How to Define Access Point Policies

Access Point Policies are managed by Admin Users through the Access Point Policies page on the Tools menu.

Add policies in order to identify and designate corporate and guest networks based on matching attributes including the Access Point’s

  • ESSID
  • Encryption Type
  • Authentication Mechanism
  • hardware vendor

Upon building a policy, all observed Access Points matching the policy are presented as Un-reviewed Matches, and must be approved by the user. Typically, a policy is added to profile each type of location, in order to identify sets of Access Points with similar attributes.

To add an Access Point Policy:

  1. From Pulse, select Access Point Policies from the upper Tools menu.
  2. Select + Create New Policy.
  3. From this screen, you can define the Access Point Policy by identifying expected Extended Service Set Identification (ESSID), Encryption Type, Authentication Mechanism, and Vendor for a particular location. If desired, select Copy From An Existing Policy and edit from this point.

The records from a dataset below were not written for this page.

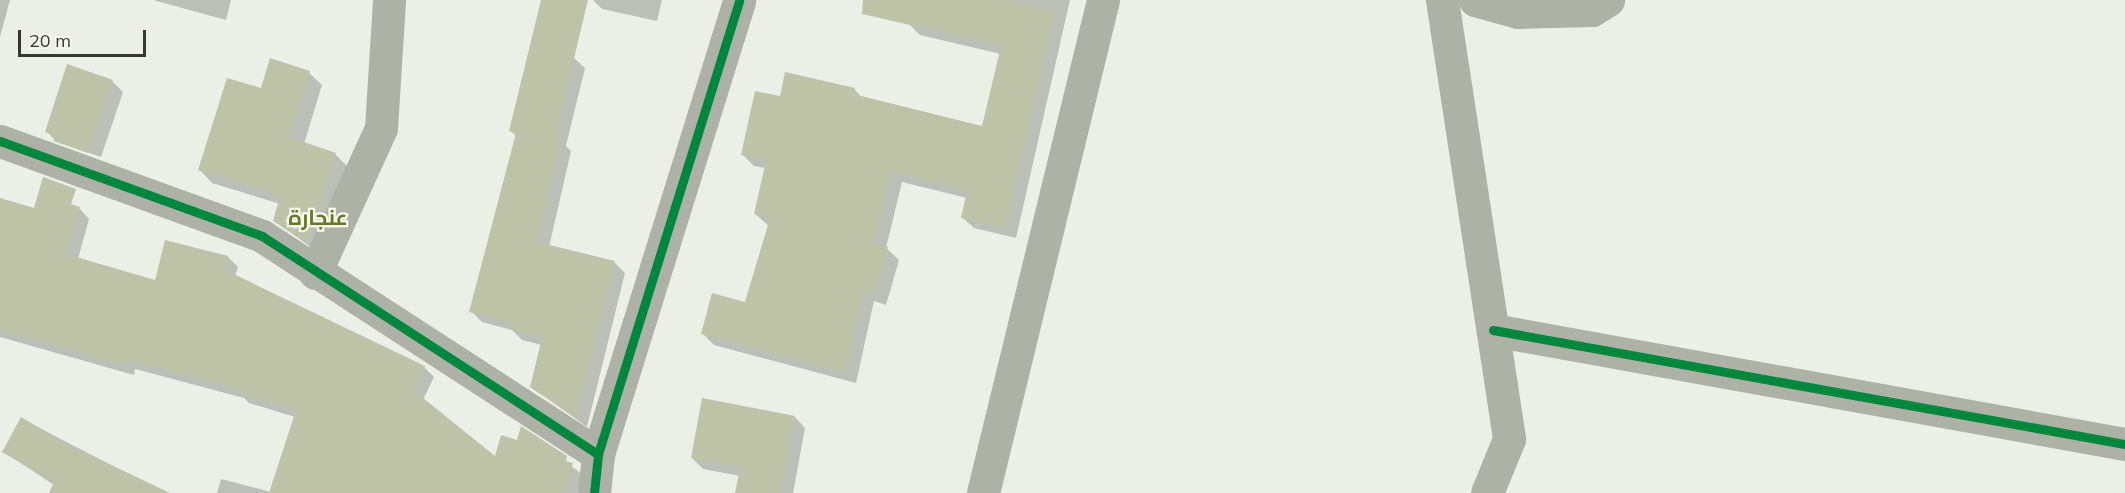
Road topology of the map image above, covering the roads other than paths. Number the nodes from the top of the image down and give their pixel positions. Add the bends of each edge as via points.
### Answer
1 (389, 0) edge
2 (739, 0) edge
3 (1104, 0) edge
4 (1442, 0) edge
5 (1475, 0) edge
6 (1608, 0) edge
7 (0, 141) edge
8 (315, 273) junction
9 (1493, 330) junction
10 (2125, 444) edge
11 (598, 454) junction
12 (594, 493) edge
13 (983, 493) edge
14 (1486, 493) edge

1 - 8 street via 381,128
2 - 11 street
3 - 13 street
4 - 9 street
5 - 6 street via 1518,12 1592,10
7 - 8 street via 262,236
8 - 11 street
9 - 10 street
9 - 14 street via 1509,439
11 - 12 street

    As information is entered, you will see any Access Points in your Pulse database matching your rules under Matching Access Points Preview at the bottom of the page.

    Tip

    You can define a policy with a minimum of ESSID, but it is strongly recommended to define all fields in order to better define policy to identify spoofed Access Points or other attacks.

  4. When finished, click Submit.
  5. Select your new Policy from the list on the Access Point Policies page to see all the Access Point Asset Records that match this policy. Review and approve each record individually, or all at once.

    Note

    Only Access Points that have been observed (and are not "cloaked") by the sensor can be designated through this workflow. The Asset Record must already exist in Pulse.

    Note

    Until matches are approved, they will not be tagged as corporate by Pulse.

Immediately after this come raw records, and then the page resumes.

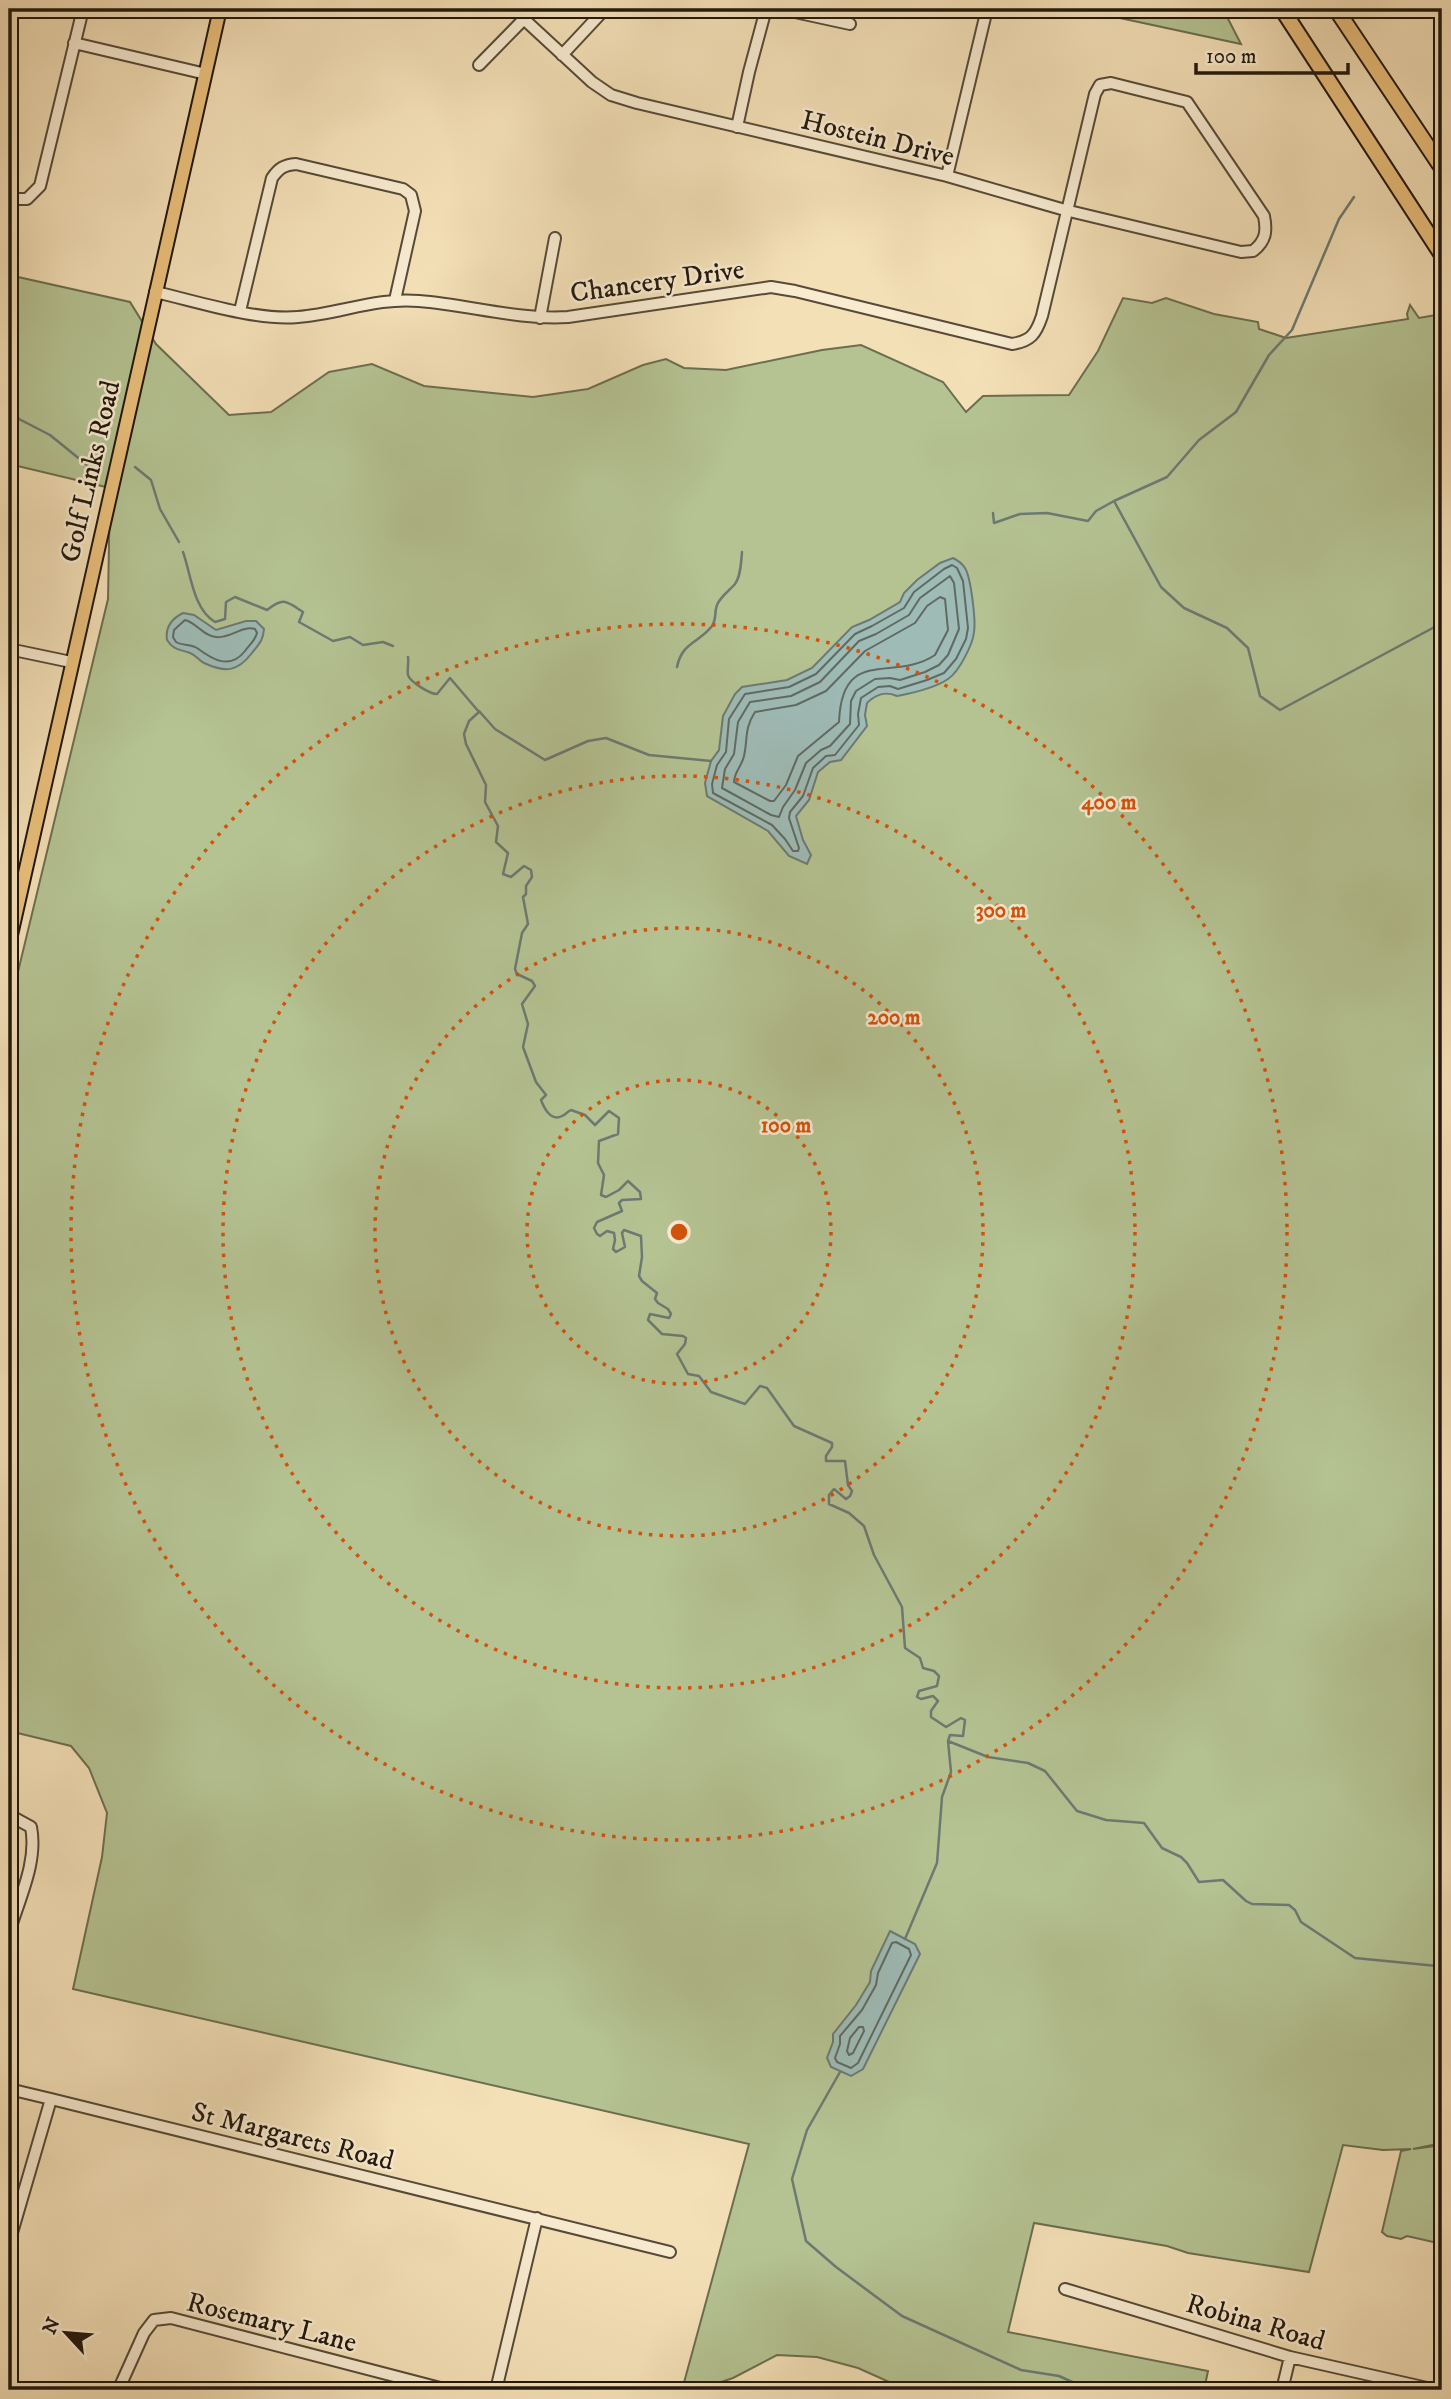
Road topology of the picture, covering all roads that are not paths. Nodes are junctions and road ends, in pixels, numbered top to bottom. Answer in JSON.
{"nodes":[{"id":1,"x":83,"y":9,"type":"edge"},
{"id":2,"x":220,"y":9,"type":"edge"},
{"id":3,"x":513,"y":9,"type":"edge"},
{"id":4,"x":606,"y":9,"type":"edge"},
{"id":5,"x":766,"y":9,"type":"edge"},
{"id":6,"x":781,"y":9,"type":"edge"},
{"id":7,"x":987,"y":9,"type":"edge"},
{"id":8,"x":1282,"y":9,"type":"edge"},
{"id":9,"x":1336,"y":9,"type":"edge"},
{"id":10,"x":523,"y":20,"type":"junction"},
{"id":11,"x":850,"y":24,"type":"dead end"},
{"id":12,"x":74,"y":43,"type":"junction"},
{"id":13,"x":562,"y":55,"type":"junction"},
{"id":14,"x":479,"y":65,"type":"dead end"},
{"id":15,"x":206,"y":74,"type":"junction"},
{"id":16,"x":737,"y":127,"type":"junction"},
{"id":17,"x":1442,"y":168,"type":"edge"},
{"id":18,"x":947,"y":176,"type":"junction"},
{"id":19,"x":9,"y":199,"type":"edge"},
{"id":20,"x":1065,"y":210,"type":"junction"},
{"id":21,"x":555,"y":238,"type":"dead end"},
{"id":22,"x":1259,"y":246,"type":"joint"},
{"id":23,"x":1442,"y":255,"type":"edge"},
{"id":24,"x":155,"y":292,"type":"junction"},
{"id":25,"x":395,"y":300,"type":"junction"},
{"id":26,"x":240,"y":311,"type":"junction"},
{"id":27,"x":540,"y":318,"type":"junction"},
{"id":28,"x":9,"y":649,"type":"edge"},
{"id":29,"x":71,"y":662,"type":"junction"},
{"id":30,"x":9,"y":944,"type":"edge"},
{"id":31,"x":9,"y":1815,"type":"edge"},
{"id":32,"x":9,"y":1933,"type":"edge"},
{"id":33,"x":9,"y":2089,"type":"edge"},
{"id":34,"x":51,"y":2099,"type":"junction"},
{"id":35,"x":537,"y":2218,"type":"junction"},
{"id":36,"x":9,"y":2243,"type":"edge"},
{"id":37,"x":670,"y":2252,"type":"dead end"},
{"id":38,"x":1065,"y":2289,"type":"dead end"},
{"id":39,"x":1290,"y":2357,"type":"junction"},
{"id":40,"x":121,"y":2385,"type":"dead end"},
{"id":41,"x":448,"y":2390,"type":"edge"},
{"id":42,"x":496,"y":2390,"type":"edge"},
{"id":43,"x":1282,"y":2390,"type":"edge"},
{"id":44,"x":1433,"y":2390,"type":"edge"}],
"edges":[{"from":1,"to":12,"type":"street"},
{"from":2,"to":15,"type":"main road","name":"Golf Links Road"},
{"from":3,"to":10,"type":"street","name":"Hostein Drive"},
{"from":4,"to":13,"type":"street"},
{"from":5,"to":16,"type":"street"},
{"from":6,"to":11,"type":"street"},
{"from":7,"to":18,"type":"street"},
{"from":8,"to":23,"type":"highway"},
{"from":9,"to":17,"type":"highway"},
{"from":10,"to":13,"type":"street","name":"Hostein Drive"},
{"from":10,"to":14,"type":"street"},
{"from":12,"to":15,"type":"street"},
{"from":12,"to":19,"type":"street"},
{"from":13,"to":16,"type":"street","name":"Hostein Drive"},
{"from":15,"to":24,"type":"main road","name":"Golf Links Road"},
{"from":16,"to":18,"type":"street","name":"Hostein Drive"},
{"from":18,"to":20,"type":"street","name":"Hostein Drive"},
{"from":20,"to":22,"type":"street","name":"Hostein Drive"},
{"from":20,"to":22,"type":"street","name":"Chancery Drive"},
{"from":20,"to":27,"type":"street","name":"Chancery Drive"},
{"from":21,"to":27,"type":"street"},
{"from":24,"to":26,"type":"street","name":"Chancery Drive"},
{"from":24,"to":29,"type":"main road","name":"Golf Links Road"},
{"from":25,"to":26,"type":"street","name":"Chancery Drive"},
{"from":25,"to":26,"type":"street"},
{"from":25,"to":27,"type":"street","name":"Chancery Drive"},
{"from":28,"to":29,"type":"street"},
{"from":29,"to":30,"type":"main road","name":"Golf Links Road"},
{"from":31,"to":32,"type":"street"},
{"from":33,"to":34,"type":"street","name":"St Margarets Road"},
{"from":34,"to":35,"type":"street","name":"St Margarets Road"},
{"from":34,"to":36,"type":"street"},
{"from":35,"to":37,"type":"street","name":"St Margarets Road"},
{"from":35,"to":42,"type":"street"},
{"from":38,"to":39,"type":"street","name":"Robina Road"},
{"from":39,"to":43,"type":"street"},
{"from":39,"to":44,"type":"street","name":"Robina Road"},
{"from":40,"to":41,"type":"street","name":"Rosemary Lane"}]}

  6. Repeat steps to add policies and approve Access Points for each location profile associated with your organization.

To Edit/Delete an Access Point Policy:


  1. From Pulse, select Access Point Policies from the upper Tools menu.
  2. Select the policy you would like to edit, and click on the pencil icon next to the Policy Name.
  3. Make desired edits, or click Delete this Policy and confirm.
  4. As edits are made, the Matching Access Points Preview will update with Access Points matching the policy.
  5. When complete, click Submit. You need to review and approve matching Access Points from the Access Point Policies page.